» **EXERCISE DIRECTIONS**
A complete answer retypes each of the records below precisely and includes none of the pictures.

» **DATA**
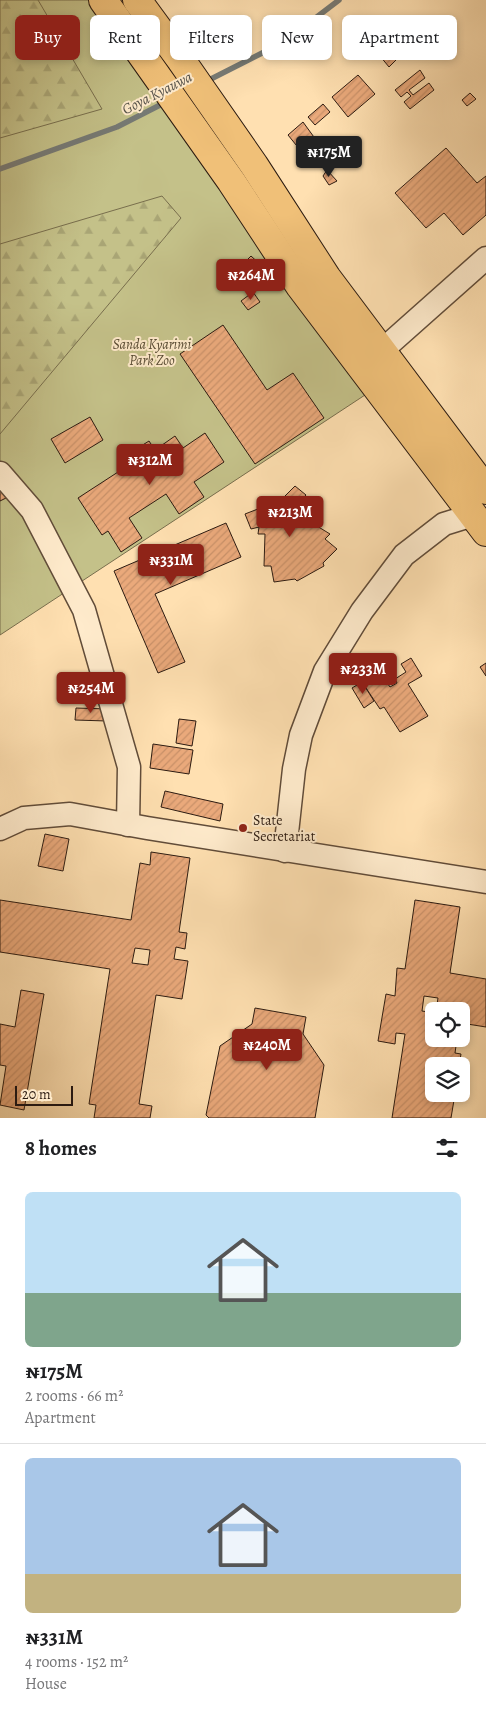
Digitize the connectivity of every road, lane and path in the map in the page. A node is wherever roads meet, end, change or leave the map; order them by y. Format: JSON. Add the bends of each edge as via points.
{"nodes":[{"id":1,"x":103,"y":0,"type":"edge"},
{"id":2,"x":137,"y":0,"type":"edge"},
{"id":3,"x":486,"y":258,"type":"edge"},
{"id":4,"x":371,"y":360,"type":"junction"},
{"id":5,"x":0,"y":473,"type":"edge"},
{"id":6,"x":486,"y":490,"type":"edge"},
{"id":7,"x":480,"y":524,"type":"edge"},
{"id":8,"x":128,"y":825,"type":"junction"},
{"id":9,"x":0,"y":829,"type":"edge"},
{"id":10,"x":284,"y":850,"type":"junction"},
{"id":11,"x":486,"y":882,"type":"edge"}],
"edges":[{"from":1,"to":4,"type":"main road","via":[[231,181],[300,286]]},
{"from":2,"to":4,"type":"main road","via":[[254,165],[327,278]]},
{"from":3,"to":4,"type":"street"},
{"from":4,"to":6,"type":"main road"},
{"from":4,"to":7,"type":"main road"},
{"from":5,"to":8,"type":"street","via":[[32,510],[84,610],[129,767]]},
{"from":7,"to":10,"type":"street","via":[[444,524],[404,555],[362,610],[325,671],[301,735]]},
{"from":8,"to":9,"type":"street","via":[[70,814],[48,814],[24,818]]},
{"from":8,"to":10,"type":"street"},
{"from":10,"to":11,"type":"street"}]}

» **ANSWER TO THE PROBLEM**
Digitize the connectivity of every road, lane and path in the map in the page. A node is wherever roads meet, end, change or leave the map; order them by y. Format: JSON. Add the bends of each edge as via points.
{"nodes":[{"id":1,"x":103,"y":0,"type":"edge"},
{"id":2,"x":137,"y":0,"type":"edge"},
{"id":3,"x":486,"y":258,"type":"edge"},
{"id":4,"x":371,"y":360,"type":"junction"},
{"id":5,"x":0,"y":473,"type":"edge"},
{"id":6,"x":486,"y":490,"type":"edge"},
{"id":7,"x":480,"y":524,"type":"edge"},
{"id":8,"x":128,"y":825,"type":"junction"},
{"id":9,"x":0,"y":829,"type":"edge"},
{"id":10,"x":284,"y":850,"type":"junction"},
{"id":11,"x":486,"y":882,"type":"edge"}],
"edges":[{"from":1,"to":4,"type":"main road","via":[[231,181],[300,286]]},
{"from":2,"to":4,"type":"main road","via":[[254,165],[327,278]]},
{"from":3,"to":4,"type":"street"},
{"from":4,"to":6,"type":"main road"},
{"from":4,"to":7,"type":"main road"},
{"from":5,"to":8,"type":"street","via":[[32,510],[84,610],[129,767]]},
{"from":7,"to":10,"type":"street","via":[[444,524],[404,555],[362,610],[325,671],[301,735]]},
{"from":8,"to":9,"type":"street","via":[[70,814],[48,814],[24,818]]},
{"from":8,"to":10,"type":"street"},
{"from":10,"to":11,"type":"street"}]}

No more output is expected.